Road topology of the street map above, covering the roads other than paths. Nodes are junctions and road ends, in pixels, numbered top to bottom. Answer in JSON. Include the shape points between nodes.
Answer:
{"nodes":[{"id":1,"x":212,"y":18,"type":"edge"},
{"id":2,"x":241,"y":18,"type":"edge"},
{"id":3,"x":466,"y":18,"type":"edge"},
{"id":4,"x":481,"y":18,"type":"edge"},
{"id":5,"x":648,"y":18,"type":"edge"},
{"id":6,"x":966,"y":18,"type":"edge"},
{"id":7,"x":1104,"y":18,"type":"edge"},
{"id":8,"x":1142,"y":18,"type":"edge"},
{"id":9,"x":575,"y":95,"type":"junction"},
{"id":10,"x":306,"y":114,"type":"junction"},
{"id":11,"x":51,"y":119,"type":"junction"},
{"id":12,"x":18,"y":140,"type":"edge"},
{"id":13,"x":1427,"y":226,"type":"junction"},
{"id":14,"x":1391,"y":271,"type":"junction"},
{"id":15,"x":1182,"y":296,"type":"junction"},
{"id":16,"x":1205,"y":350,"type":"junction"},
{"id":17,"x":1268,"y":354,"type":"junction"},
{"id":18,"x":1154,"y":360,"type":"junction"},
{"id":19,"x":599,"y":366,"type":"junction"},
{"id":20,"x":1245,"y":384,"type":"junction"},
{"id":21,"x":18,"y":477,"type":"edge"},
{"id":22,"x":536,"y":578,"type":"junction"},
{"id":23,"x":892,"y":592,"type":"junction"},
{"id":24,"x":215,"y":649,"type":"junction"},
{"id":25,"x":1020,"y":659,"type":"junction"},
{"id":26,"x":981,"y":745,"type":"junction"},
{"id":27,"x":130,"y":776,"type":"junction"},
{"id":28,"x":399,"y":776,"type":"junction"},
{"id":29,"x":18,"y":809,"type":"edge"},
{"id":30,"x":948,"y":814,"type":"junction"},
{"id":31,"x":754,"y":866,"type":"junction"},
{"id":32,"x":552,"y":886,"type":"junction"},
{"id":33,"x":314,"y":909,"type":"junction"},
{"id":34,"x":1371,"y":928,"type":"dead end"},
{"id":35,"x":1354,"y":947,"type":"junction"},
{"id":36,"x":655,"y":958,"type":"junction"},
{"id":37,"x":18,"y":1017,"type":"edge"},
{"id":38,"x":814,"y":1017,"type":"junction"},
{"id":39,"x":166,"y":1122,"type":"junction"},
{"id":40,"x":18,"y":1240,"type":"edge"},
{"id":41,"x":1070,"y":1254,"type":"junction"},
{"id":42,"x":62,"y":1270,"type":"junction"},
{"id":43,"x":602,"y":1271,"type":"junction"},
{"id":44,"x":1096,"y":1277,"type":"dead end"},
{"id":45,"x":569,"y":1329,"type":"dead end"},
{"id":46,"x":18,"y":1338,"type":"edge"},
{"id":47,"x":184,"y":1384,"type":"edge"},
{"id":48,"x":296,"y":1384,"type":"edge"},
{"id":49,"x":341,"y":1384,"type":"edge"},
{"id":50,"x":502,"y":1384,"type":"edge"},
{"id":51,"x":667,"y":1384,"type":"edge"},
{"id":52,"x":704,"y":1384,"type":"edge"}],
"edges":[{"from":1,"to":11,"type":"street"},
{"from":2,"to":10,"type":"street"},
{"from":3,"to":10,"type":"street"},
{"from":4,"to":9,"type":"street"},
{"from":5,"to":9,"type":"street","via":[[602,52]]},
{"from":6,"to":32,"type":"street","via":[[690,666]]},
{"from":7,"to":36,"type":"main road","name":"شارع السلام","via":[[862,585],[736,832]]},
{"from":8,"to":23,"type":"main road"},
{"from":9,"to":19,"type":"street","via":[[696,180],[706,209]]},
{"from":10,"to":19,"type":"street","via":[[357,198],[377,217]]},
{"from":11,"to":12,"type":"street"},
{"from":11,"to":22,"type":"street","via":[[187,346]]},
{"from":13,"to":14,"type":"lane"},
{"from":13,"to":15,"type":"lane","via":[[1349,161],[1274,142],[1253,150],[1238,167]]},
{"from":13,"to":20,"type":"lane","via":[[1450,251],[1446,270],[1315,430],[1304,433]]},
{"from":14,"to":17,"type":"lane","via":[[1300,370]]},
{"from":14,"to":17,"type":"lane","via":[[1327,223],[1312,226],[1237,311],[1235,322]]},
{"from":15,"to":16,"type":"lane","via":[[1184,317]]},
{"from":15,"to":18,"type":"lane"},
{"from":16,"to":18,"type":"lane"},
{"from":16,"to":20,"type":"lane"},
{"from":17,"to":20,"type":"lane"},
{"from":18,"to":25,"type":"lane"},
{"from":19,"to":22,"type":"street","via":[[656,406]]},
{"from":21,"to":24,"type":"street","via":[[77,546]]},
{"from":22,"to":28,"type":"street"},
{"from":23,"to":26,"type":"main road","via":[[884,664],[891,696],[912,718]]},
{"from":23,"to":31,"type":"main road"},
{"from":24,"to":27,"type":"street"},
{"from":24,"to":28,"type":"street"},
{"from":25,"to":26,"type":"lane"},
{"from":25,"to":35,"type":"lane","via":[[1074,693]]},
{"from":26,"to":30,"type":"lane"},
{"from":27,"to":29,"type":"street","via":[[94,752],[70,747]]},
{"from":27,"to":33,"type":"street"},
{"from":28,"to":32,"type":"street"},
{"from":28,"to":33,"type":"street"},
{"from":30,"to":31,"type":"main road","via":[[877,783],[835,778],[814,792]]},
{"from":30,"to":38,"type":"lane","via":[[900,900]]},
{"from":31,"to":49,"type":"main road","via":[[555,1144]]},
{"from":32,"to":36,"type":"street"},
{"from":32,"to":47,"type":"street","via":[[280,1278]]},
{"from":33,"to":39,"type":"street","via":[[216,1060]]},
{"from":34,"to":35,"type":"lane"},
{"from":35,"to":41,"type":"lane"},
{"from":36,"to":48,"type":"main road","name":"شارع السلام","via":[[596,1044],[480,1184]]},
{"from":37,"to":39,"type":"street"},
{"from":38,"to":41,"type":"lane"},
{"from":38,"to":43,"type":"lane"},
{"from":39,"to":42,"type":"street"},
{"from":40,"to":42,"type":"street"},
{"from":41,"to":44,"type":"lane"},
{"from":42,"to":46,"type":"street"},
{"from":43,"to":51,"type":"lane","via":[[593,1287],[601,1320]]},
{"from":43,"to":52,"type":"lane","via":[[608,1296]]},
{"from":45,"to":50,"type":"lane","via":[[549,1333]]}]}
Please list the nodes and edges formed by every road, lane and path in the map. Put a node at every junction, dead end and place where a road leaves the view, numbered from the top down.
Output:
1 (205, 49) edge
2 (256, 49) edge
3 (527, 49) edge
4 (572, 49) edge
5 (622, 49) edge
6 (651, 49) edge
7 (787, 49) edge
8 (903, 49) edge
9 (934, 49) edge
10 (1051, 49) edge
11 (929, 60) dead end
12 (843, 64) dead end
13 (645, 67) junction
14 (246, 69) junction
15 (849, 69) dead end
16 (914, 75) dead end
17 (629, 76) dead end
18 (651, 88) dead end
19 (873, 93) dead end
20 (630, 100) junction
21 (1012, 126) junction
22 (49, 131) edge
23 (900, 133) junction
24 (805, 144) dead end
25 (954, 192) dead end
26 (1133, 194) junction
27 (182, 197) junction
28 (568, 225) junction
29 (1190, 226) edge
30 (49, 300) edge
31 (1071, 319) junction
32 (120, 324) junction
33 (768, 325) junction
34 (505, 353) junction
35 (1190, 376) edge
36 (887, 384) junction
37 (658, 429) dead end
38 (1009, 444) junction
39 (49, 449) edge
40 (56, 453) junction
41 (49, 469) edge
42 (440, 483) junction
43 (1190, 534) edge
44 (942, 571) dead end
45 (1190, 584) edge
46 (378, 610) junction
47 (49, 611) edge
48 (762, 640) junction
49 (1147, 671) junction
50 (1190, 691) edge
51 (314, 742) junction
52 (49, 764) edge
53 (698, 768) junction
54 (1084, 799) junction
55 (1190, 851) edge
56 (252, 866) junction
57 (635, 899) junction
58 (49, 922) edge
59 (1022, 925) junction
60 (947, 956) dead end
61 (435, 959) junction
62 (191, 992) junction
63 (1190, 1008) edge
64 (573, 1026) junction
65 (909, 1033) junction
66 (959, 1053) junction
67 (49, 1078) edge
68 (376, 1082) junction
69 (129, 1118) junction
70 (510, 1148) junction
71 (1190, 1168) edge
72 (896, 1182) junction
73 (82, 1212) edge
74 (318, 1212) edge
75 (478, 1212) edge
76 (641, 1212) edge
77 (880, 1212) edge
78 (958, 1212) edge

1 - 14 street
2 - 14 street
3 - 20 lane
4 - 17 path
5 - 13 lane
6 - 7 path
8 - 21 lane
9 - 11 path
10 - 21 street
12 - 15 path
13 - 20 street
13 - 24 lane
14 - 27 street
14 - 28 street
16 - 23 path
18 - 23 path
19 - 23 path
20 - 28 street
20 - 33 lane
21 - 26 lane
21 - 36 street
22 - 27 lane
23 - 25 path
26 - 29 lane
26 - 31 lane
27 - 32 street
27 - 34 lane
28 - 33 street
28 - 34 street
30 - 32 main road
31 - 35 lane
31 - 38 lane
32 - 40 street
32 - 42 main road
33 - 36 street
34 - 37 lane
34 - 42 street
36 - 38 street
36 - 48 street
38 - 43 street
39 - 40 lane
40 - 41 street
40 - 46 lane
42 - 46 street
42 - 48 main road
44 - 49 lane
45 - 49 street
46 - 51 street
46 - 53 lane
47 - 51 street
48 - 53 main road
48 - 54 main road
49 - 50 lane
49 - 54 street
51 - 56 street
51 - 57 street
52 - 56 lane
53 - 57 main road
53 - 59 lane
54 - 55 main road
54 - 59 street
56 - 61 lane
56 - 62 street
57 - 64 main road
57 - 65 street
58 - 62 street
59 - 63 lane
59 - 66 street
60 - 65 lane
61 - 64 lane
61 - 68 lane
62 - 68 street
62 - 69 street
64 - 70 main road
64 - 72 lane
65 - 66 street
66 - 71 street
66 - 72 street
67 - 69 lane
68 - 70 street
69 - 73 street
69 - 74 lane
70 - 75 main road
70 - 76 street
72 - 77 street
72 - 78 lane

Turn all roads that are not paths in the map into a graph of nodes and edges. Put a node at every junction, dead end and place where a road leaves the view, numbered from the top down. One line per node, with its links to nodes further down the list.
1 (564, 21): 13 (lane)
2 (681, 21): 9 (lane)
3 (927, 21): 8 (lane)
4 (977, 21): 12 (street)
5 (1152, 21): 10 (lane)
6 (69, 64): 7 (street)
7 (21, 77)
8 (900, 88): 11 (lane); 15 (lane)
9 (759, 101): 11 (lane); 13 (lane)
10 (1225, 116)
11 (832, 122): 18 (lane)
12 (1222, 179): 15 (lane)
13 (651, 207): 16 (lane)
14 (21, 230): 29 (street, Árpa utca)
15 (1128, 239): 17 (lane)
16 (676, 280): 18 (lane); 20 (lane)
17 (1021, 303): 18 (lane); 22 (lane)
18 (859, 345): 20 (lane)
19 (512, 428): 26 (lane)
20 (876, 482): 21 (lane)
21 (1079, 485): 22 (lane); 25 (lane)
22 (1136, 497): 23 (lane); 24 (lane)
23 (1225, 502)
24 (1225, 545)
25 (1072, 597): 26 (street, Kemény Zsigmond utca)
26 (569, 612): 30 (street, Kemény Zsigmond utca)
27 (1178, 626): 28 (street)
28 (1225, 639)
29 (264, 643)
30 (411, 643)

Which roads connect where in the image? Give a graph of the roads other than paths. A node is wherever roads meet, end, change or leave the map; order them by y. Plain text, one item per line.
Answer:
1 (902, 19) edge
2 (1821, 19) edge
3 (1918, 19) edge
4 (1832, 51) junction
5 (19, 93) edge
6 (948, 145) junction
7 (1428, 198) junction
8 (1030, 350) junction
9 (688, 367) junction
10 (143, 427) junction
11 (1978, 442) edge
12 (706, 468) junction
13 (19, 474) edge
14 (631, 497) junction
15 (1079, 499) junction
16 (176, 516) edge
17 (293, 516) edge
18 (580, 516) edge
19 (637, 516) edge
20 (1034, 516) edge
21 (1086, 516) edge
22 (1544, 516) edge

═══

Number of lines above containing "place": give it, with no other text.

2